§ **Aim of the task**
Would you reproduce the entries exactly, including every line?

§ **Items from a dataset**
_ _ _ _
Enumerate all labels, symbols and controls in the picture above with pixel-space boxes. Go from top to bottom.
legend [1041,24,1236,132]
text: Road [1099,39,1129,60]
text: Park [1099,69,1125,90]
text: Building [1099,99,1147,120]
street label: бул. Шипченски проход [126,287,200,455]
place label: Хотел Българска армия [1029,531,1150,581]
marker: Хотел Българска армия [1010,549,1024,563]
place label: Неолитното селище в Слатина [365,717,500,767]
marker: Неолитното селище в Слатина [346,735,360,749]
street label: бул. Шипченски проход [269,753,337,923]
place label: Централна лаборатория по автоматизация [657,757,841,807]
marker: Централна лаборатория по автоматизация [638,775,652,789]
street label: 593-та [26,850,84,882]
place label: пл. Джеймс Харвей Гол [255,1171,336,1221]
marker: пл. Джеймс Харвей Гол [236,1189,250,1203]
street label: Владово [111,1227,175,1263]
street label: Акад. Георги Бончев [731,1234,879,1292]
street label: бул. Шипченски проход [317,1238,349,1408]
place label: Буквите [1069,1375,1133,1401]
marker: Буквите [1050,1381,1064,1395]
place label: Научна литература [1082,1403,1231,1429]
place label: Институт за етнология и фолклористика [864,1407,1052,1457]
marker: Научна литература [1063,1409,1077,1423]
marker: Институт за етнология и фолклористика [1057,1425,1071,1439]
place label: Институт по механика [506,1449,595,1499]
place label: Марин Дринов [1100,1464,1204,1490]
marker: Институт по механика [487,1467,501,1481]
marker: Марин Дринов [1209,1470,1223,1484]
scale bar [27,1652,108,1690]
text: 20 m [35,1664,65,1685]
_ _ _ _
§ **Solution**
Enumerate all labels, symbols and controls in the picture above with pixel-space boxes. Go from top to bottom.
legend [1041,24,1236,132]
text: Road [1099,39,1129,60]
text: Park [1099,69,1125,90]
text: Building [1099,99,1147,120]
street label: бул. Шипченски проход [126,287,200,455]
place label: Хотел Българска армия [1029,531,1150,581]
marker: Хотел Българска армия [1010,549,1024,563]
place label: Неолитното селище в Слатина [365,717,500,767]
marker: Неолитното селище в Слатина [346,735,360,749]
street label: бул. Шипченски проход [269,753,337,923]
place label: Централна лаборатория по автоматизация [657,757,841,807]
marker: Централна лаборатория по автоматизация [638,775,652,789]
street label: 593-та [26,850,84,882]
place label: пл. Джеймс Харвей Гол [255,1171,336,1221]
marker: пл. Джеймс Харвей Гол [236,1189,250,1203]
street label: Владово [111,1227,175,1263]
street label: Акад. Георги Бончев [731,1234,879,1292]
street label: бул. Шипченски проход [317,1238,349,1408]
place label: Буквите [1069,1375,1133,1401]
marker: Буквите [1050,1381,1064,1395]
place label: Научна литература [1082,1403,1231,1429]
place label: Институт за етнология и фолклористика [864,1407,1052,1457]
marker: Научна литература [1063,1409,1077,1423]
marker: Институт за етнология и фолклористика [1057,1425,1071,1439]
place label: Институт по механика [506,1449,595,1499]
place label: Марин Дринов [1100,1464,1204,1490]
marker: Институт по механика [487,1467,501,1481]
marker: Марин Дринов [1209,1470,1223,1484]
scale bar [27,1652,108,1690]
text: 20 m [35,1664,65,1685]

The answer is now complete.